Public Health Risks: Public
health reporting must be done as required by law to prevent, control
or report disease, injury or disability, to report vital events,
such as death, to conduct public health investigations, and to track
adverse events, product defects and recalls, FDA regulated products
and surveillance.
To Report Suspected
Abuse, Neglect or Domestic Violence: As required by law, or when the patient agrees
to the disclosure.
Health Oversight
Activities: For government
monitoring of the health care system, government programs and civil
rights laws.
In Connection With
Judicial and Administrative Proceedings: In response to an order of the court or authorized tribunal,
we may disclose medical information about you. Efforts will be made
by us to contact you prior to release of information in response
to a subpoena.
Law Enforcement: Health information may
be disclosed in such instances as reporting certain types of wounds
or other injuries, court orders or other process, identification
or location of suspect, fugitive, material witness or missing person,
crime victim, in emergency crime reporting or to a law enforcement
official if your condition is suspect of criminal conduct.
Coroners, Medical
Examiners and Funeral Directors: As directed by law,
for identification purposes, to determine or funeral duties. Health
information may be used or disclosed for cadaver ic donation purposes.

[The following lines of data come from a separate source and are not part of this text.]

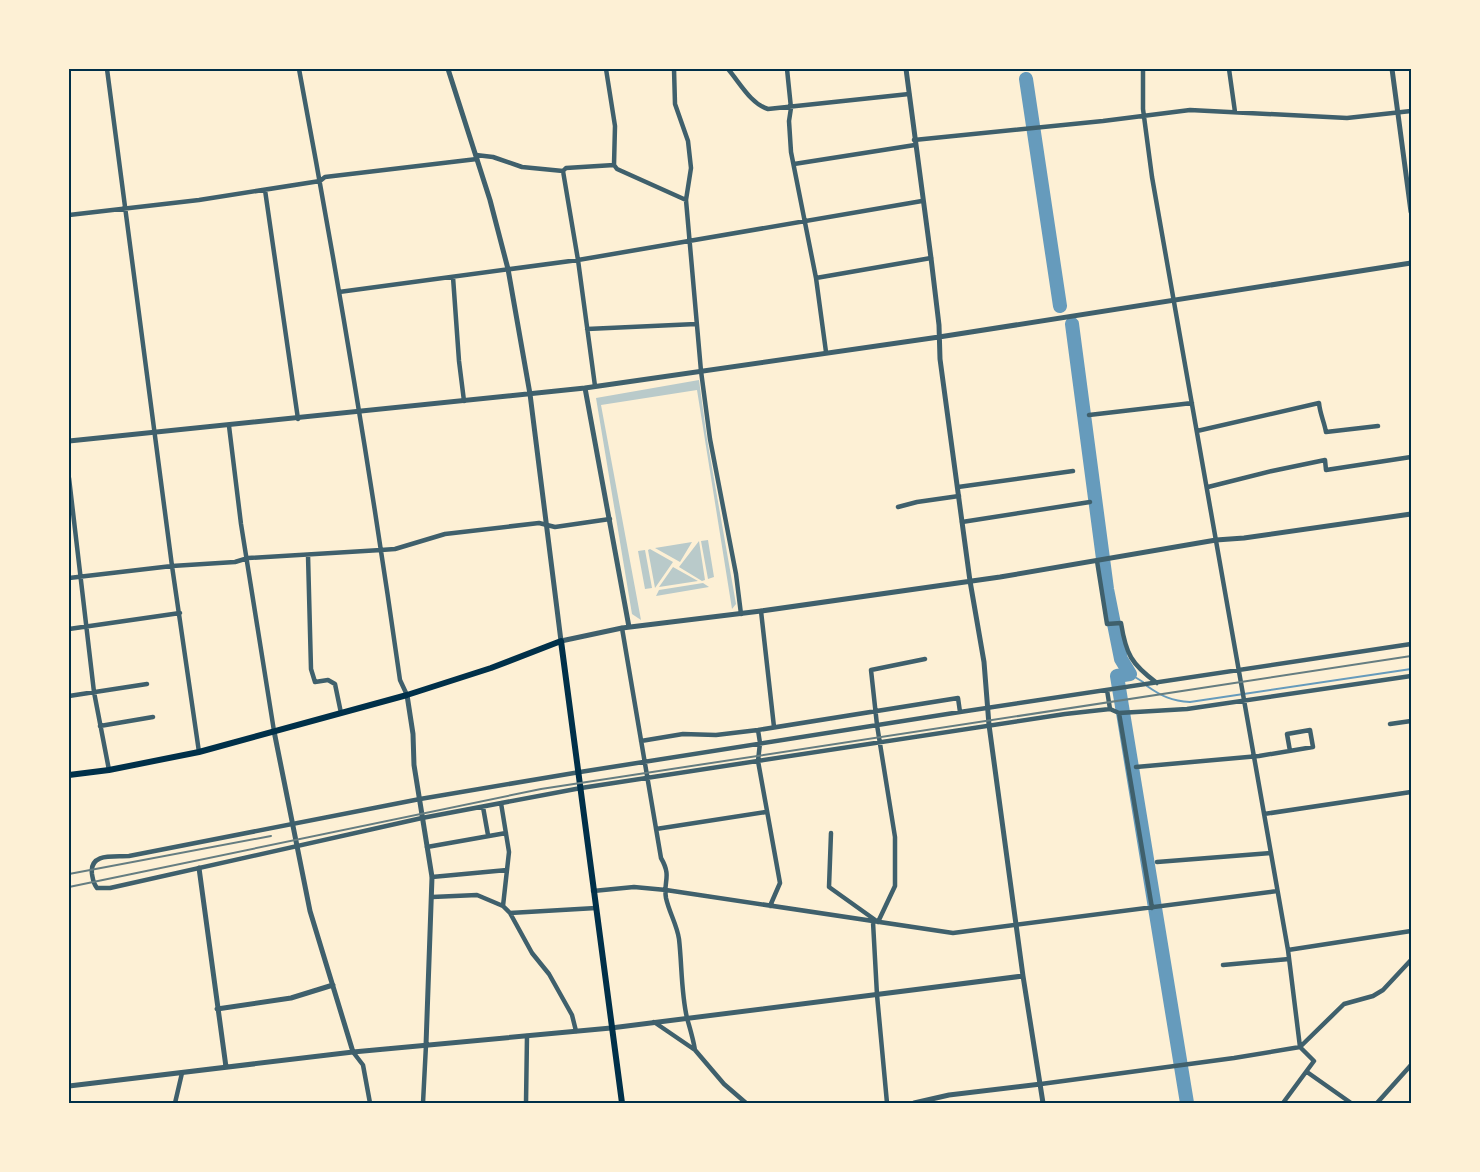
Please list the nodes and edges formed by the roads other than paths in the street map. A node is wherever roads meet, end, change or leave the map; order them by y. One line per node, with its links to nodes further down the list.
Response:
1 (107, 69): 27 (street)
2 (299, 69): 23 (street)
3 (448, 69): 19 (street)
4 (606, 69): 21 (street)
5 (674, 69): 25 (street)
6 (728, 69): 13 (street)
7 (787, 69): 13 (street)
8 (906, 69): 12 (street)
9 (1143, 69): 17 (street)
10 (1229, 69): 15 (street)
11 (1392, 69): 16 (street)
12 (909, 94): 13 (street); 18 (street)
13 (791, 108): 20 (street)
14 (1411, 111): 16 (street)
15 (1235, 112): 16 (street); 17 (street)
16 (1398, 113): 28 (street)
17 (1143, 115): 18 (street); 39 (street)
18 (915, 142): 20 (street); 26 (street)
19 (477, 157): 22 (street); 23 (street); 35 (street)
20 (794, 164): 30 (street)
21 (614, 165): 22 (street); 25 (street)
22 (562, 171): 33 (street)
23 (320, 181): 24 (street); 38 (street)
24 (265, 190): 27 (street); 52 (street)
25 (686, 200): 31 (street)
26 (922, 201): 30 (street); 32 (street)
27 (125, 208): 29 (street); 56 (street)
28 (1411, 212)
29 (69, 215)
30 (805, 221): 31 (street); 37 (street)
31 (690, 241): 33 (street); 40 (street)
32 (931, 258): 37 (street); 42 (street)
33 (578, 260): 35 (street); 41 (street)
34 (1411, 263): 39 (street)
35 (508, 269): 36 (street); 47 (street)
36 (453, 277): 38 (street); 48 (street)
37 (816, 278): 43 (street)
38 (339, 292): 50 (street)
39 (1174, 299): 42 (street); 49 (street)
40 (696, 324): 41 (street); 44 (street)
41 (587, 328): 45 (street)
42 (939, 337): 43 (street); 61 (street)
43 (826, 352): 44 (street)
44 (701, 371): 45 (street); 83 (street)
45 (595, 386): 46 (street)
46 (585, 388): 47 (street); 67 (street)
47 (530, 394): 48 (street); 69 (street)
48 (464, 401): 50 (street)
49 (1192, 403): 51 (street); 55 (street)
50 (358, 412): 52 (street); 73 (street)
51 (1089, 415)
52 (298, 419): 53 (street)
53 (230, 426): 56 (street); 75 (street)
54 (1378, 426): 55 (street)
55 (1197, 431): 62 (street)
56 (156, 433): 57 (street); 77 (street)
57 (69, 441)
58 (1411, 457): 62 (street)
59 (1073, 471): 61 (street)
60 (69, 478): 70 (street)
61 (958, 487): 63 (street)
62 (1208, 487): 72 (street)
63 (959, 496): 65 (street); 68 (street)
64 (1090, 502): 68 (street)
65 (898, 507)
66 (1411, 514): 72 (street)
67 (610, 519): 69 (street); 85 (street)
68 (962, 522): 80 (street)
69 (547, 525): 73 (street); 88 (street)
70 (75, 529): 71 (street); 78 (street)
71 (69, 530)
72 (1216, 540): 76 (street); 91 (street)
73 (381, 550): 74 (street); 97 (street)
74 (308, 555): 75 (street); 104 (street)
75 (248, 558): 77 (street); 114 (street)
76 (1097, 561): 80 (street); 93 (street)
77 (172, 566): 78 (street); 82 (street)
78 (81, 576): 79 (street); 84 (street)
79 (69, 578)
80 (970, 580): 81 (street); 100 (street)
81 (761, 611): 83 (street); 112 (street)
82 (180, 613): 84 (street); 119 (street)
83 (741, 614): 85 (street)
84 (86, 627): 87 (street); 96 (street)
85 (629, 627): 86 (street)
86 (622, 628): 88 (street); 115 (street)
87 (69, 629)
88 (561, 641): 97 (main road); 125 (main road)
89 (1411, 644): 91 (street)
90 (925, 659): 102 (street)
91 (1238, 670): 93 (street); 99 (street)
92 (1411, 676): 99 (street)
93 (1157, 683): 95 (street)
94 (147, 684): 96 (street)
95 (1107, 690): 100 (street); 101 (street)
96 (94, 692): 98 (street); 111 (street)
97 (407, 695): 104 (main road); 130 (street)
98 (69, 696)
99 (1244, 700): 105 (street); 120 (street)
100 (987, 708): 103 (street); 110 (street)
101 (1110, 709): 105 (street); 110 (street)
102 (876, 710): 103 (street); 109 (street); 112 (street)
103 (960, 712): 109 (street)
104 (341, 713): 114 (main road)
105 (1119, 713): 155 (street)
106 (153, 717): 111 (street)
107 (1411, 721): 108 (street)
108 (1390, 724)
109 (877, 725): 116 (street); 117 (street)
110 (989, 725): 116 (street); 158 (street)
111 (100, 726): 124 (street)
112 (774, 728): 113 (street)
113 (758, 730): 115 (street); 117 (street)
114 (274, 731): 119 (main road); 136 (street)
115 (641, 741): 122 (street)
116 (880, 742): 121 (street); 157 (street)
117 (760, 743): 121 (street); 122 (street)
118 (1290, 751): 118 (street); 120 (street)
119 (199, 752): 124 (main road)
120 (1253, 756): 123 (street); 134 (street)
121 (758, 761): 127 (street); 133 (street)
122 (646, 762): 125 (street); 127 (street)
123 (1136, 767)
124 (109, 770): 126 (main road)
125 (580, 772): 128 (main road); 130 (street)
126 (69, 775)
127 (647, 778): 128 (street); 137 (street)
128 (581, 788): 131 (street); 149 (main road)
129 (1411, 792): 134 (street)
130 (420, 799): 135 (street); 136 (street)
131 (501, 803): 132 (street); 138 (street)
132 (483, 807): 135 (street); 140 (street)
133 (766, 812): 137 (street); 153 (street)
134 (1264, 814): 143 (street)
135 (422, 819): 141 (street); 142 (street)
136 (294, 824): 141 (street); 145 (street)
137 (656, 828): 148 (street)
138 (506, 833): 140 (street); 146 (street)
139 (831, 833): 157 (street)
140 (488, 835): 142 (street)
141 (297, 846): 145 (street); 167 (street)
142 (427, 847): 147 (street)
143 (1271, 853): 144 (street); 150 (street)
144 (1156, 862)
145 (199, 868): 169 (street)
146 (507, 870): 147 (street); 152 (street)
147 (432, 877): 151 (street)
148 (666, 890): 149 (street); 153 (street); 170 (street)
149 (593, 891): 154 (main road)
150 (1277, 891): 155 (street); 160 (street)
151 (432, 897): 152 (street); 175 (street)
152 (503, 906): 156 (street)
153 (770, 906): 157 (street)
154 (596, 908): 156 (street); 172 (main road)
155 (1152, 908): 158 (street)
156 (510, 913): 173 (street)
157 (876, 922): 158 (street); 168 (street)
158 (1017, 925): 166 (street)
159 (1411, 931): 160 (street)
160 (1288, 951): 161 (street)
161 (1289, 959): 163 (street); 176 (street)
162 (1411, 960): 164 (street)
163 (1223, 965)
164 (1405, 968): 165 (street); 176 (street)
165 (1411, 974)
166 (1023, 975): 168 (street); 183 (street)
167 (333, 985): 169 (street); 178 (street)
168 (877, 995): 170 (street); 191 (street)
169 (218, 1009): 180 (street)
170 (687, 1018): 171 (street); 177 (street)
171 (654, 1022): 172 (street); 177 (street)
172 (611, 1028): 173 (street); 189 (main road)
173 (576, 1031): 174 (street)
174 (527, 1036): 175 (street); 188 (street)
175 (426, 1045): 178 (street); 187 (street)
176 (1300, 1047): 182 (street); 183 (street)
177 (695, 1050): 190 (street)
178 (353, 1052): 180 (street); 186 (street)
179 (1411, 1065): 196 (street)
180 (226, 1067): 181 (street)
181 (182, 1072): 184 (street); 185 (street)
182 (1307, 1072): 194 (street); 195 (street)
183 (1041, 1084): 192 (street); 193 (street)
184 (69, 1086)
185 (175, 1103)
186 (370, 1103)
187 (423, 1103)
188 (526, 1103)
189 (622, 1103)
190 (746, 1103)
191 (886, 1103)
192 (914, 1103)
193 (1043, 1103)
194 (1283, 1103)
195 (1351, 1103)
196 (1377, 1103)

Emergency: To prevent or lessen a serious
threat to your health and safety, or the health and safety of the
public, we will, consistent with applicable law and ethics, only
use and disclose information to prevent or lessen the threat.
Workers' Compensation: We must comply
with laws relating to release of health information.
For Specified Government
Functions: Relative
to military and veterans activities, national security and intelligence
activities, protective services, correctional institutions or law
enforcement custody.
USES AND DISCLOSURES PREMITTED WITHOUT
AUTHORIZATION, BUT WITH OPPORTUNITY FOR YOU TO OBJECT:
Individuals Involved in Your Care or Care
Payment: We may disclose your protected health information to a family
member or close personal friend if it is directly relevant to the
person's involvement in your surgery or payment related to your surgery.
You may object to these disclosures, but if you do not object, or
we infer from circumstances that you do no object or we determine,
in exercising our professional judgment, that is in your best interests
for us to make disclosure of information that is directly relevant
to the person's involvement with your care, we may disclose your
protected health information as described.
OTHER USES:
Use or disclosure not covered by this Patient Notice of Privacy Practices,
or other laws, will be made only after specific written authorization
by you. Form is available upon request. You may revoke your authorization,
but this will have no effect on any action already taken by us.
In certain cases, your refusal of information
release may negate our ability to treat. If this occurs, we will
make alternative suggestions for care.